My life feels so messed up. I don't want to hurt anymore. I don't want to be rejected anymore. I just cannot take anymore.

However I miss my friend.

 

You know what sweetie, I know you're hurting and we've all been there at one point or another. However, first and foremost this woman was *not* your friend to begin with. Obviously she was using you as other posters have said. You will be able to move on as time goes by and you heal. You said it yourself when you said you were not treated like a person. If it was your money (or lack thereof) that she was after, and not you as a person, did you really want to be with her anyway? If she does not treat you well, is that the kind of friend you want?

 

It hurts now but take comfort in the fact that she did not treat you well. Help yourself by not calling her or having any other communication. Just stop. If she calls you, don't answer--no matter what she claims the reason is. Don't let her treat you with less than you deserve!
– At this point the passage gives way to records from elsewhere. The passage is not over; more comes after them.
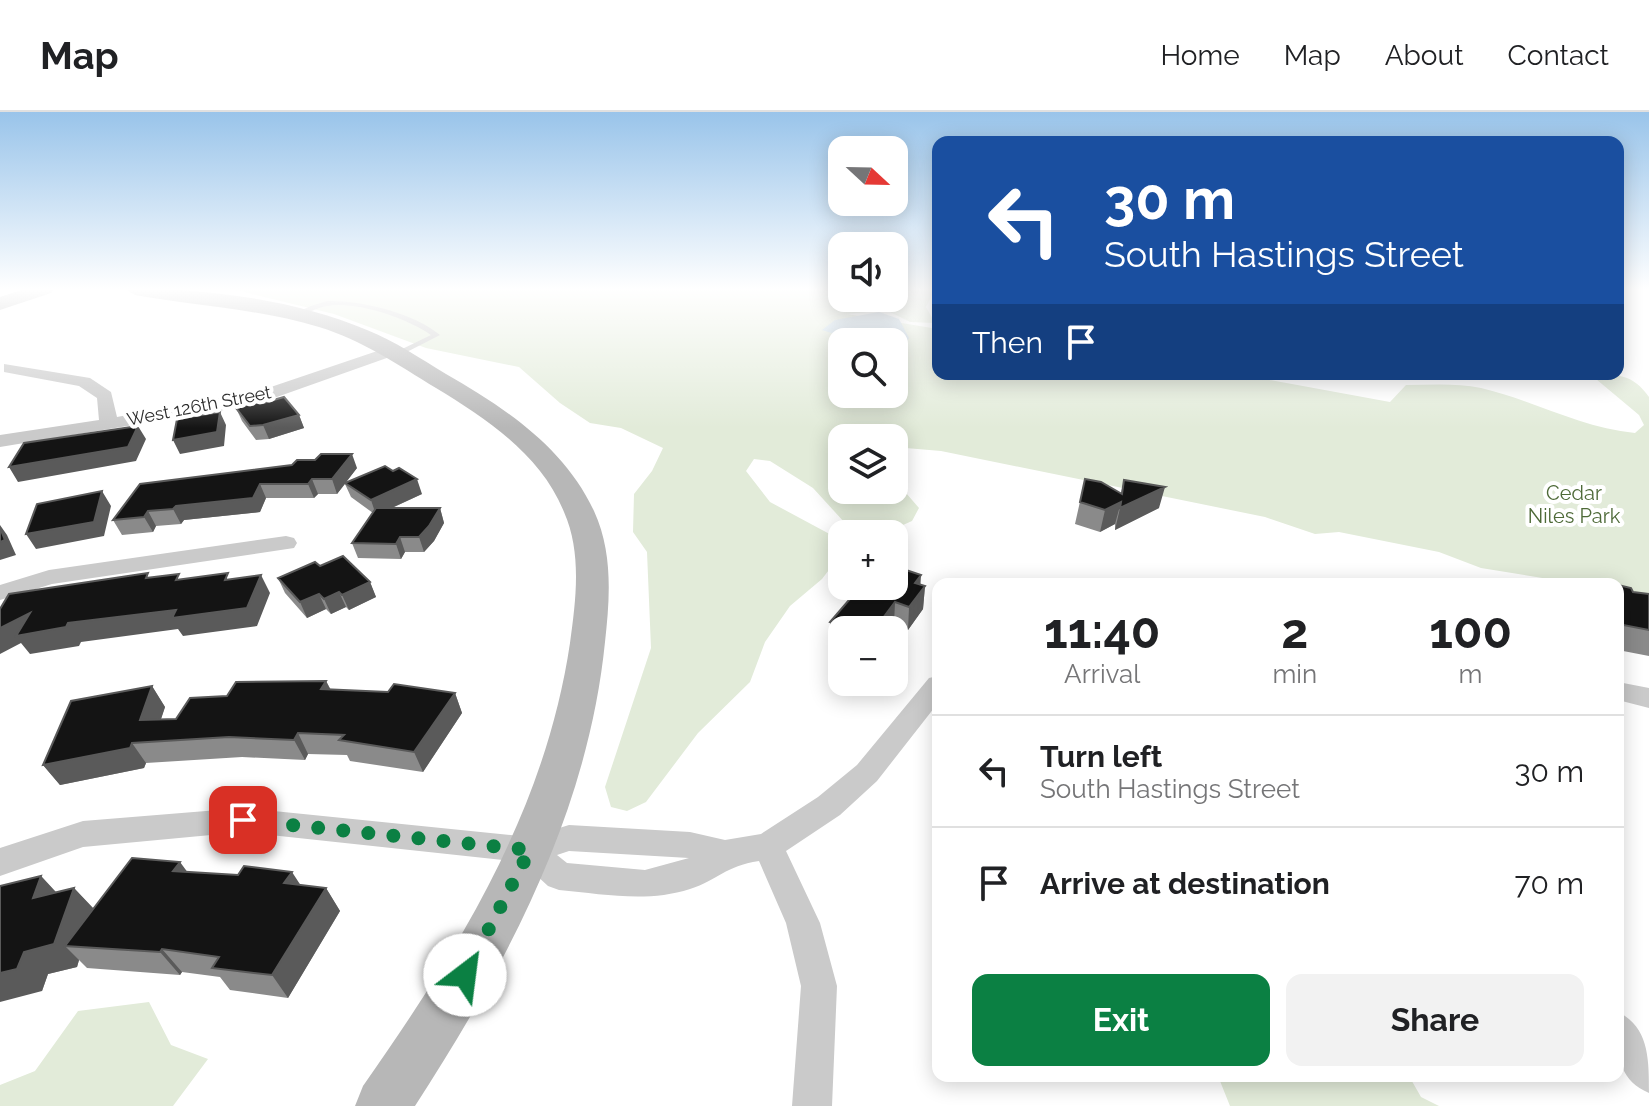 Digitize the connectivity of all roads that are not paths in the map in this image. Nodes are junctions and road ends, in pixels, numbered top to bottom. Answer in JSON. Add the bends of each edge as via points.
{"nodes":[{"id":1,"x":361,"y":335,"type":"edge"},
{"id":2,"x":435,"y":335,"type":"edge"},
{"id":3,"x":395,"y":353,"type":"junction"},
{"id":4,"x":10,"y":368,"type":"dead end"},
{"id":5,"x":109,"y":424,"type":"junction"},
{"id":6,"x":0,"y":441,"type":"edge"},
{"id":7,"x":286,"y":543,"type":"dead end"},
{"id":8,"x":0,"y":593,"type":"edge"},
{"id":9,"x":932,"y":692,"type":"edge"},
{"id":10,"x":1624,"y":692,"type":"edge"},
{"id":11,"x":1649,"y":698,"type":"edge"},
{"id":12,"x":768,"y":846,"type":"junction"},
{"id":13,"x":530,"y":850,"type":"junction"},
{"id":14,"x":0,"y":862,"type":"edge"},
{"id":15,"x":1624,"y":1039,"type":"edge"},
{"id":16,"x":1649,"y":1074,"type":"edge"},
{"id":17,"x":383,"y":1106,"type":"edge"},
{"id":18,"x":812,"y":1106,"type":"edge"}],
"edges":[{"from":1,"to":3,"type":"street"},
{"from":2,"to":3,"type":"lane"},
{"from":3,"to":5,"type":"street","name":"West 126th Street","via":[[268,394]]},
{"from":3,"to":13,"type":"street","via":[[500,415],[534,445],[571,497],[589,543],[591,599],[579,705],[548,815]]},
{"from":4,"to":5,"type":"street","via":[[84,382],[105,396]]},
{"from":5,"to":6,"type":"street","name":"West 126th Street"},
{"from":7,"to":8,"type":"street","via":[[49,577]]},
{"from":9,"to":12,"type":"street","via":[[867,773],[829,806]]},
{"from":10,"to":11,"type":"street"},
{"from":12,"to":13,"type":"street","via":[[725,853],[687,876],[645,884],[559,876]]},
{"from":12,"to":18,"type":"street","via":[[803,923],[819,986]]},
{"from":13,"to":14,"type":"street","via":[[243,820],[83,834]]},
{"from":13,"to":17,"type":"street","via":[[465,975]]},
{"from":15,"to":16,"type":"street"}]}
Eventually you will become stronger.

 

Mostly when people treat you poorly for no apparent reason, it is NOTHING you did; it is because they have some issues within themselves. It has to do with how they feel about themselves that they project on to you--and they need someone to blame and take it out on, so they pick the closest one to them.

 

So don't worry about your "friend" any more--I know you miss her and probably think you love her but honestly, at the end of the day you;ll look back and wonder what you ever saw in someone so mean.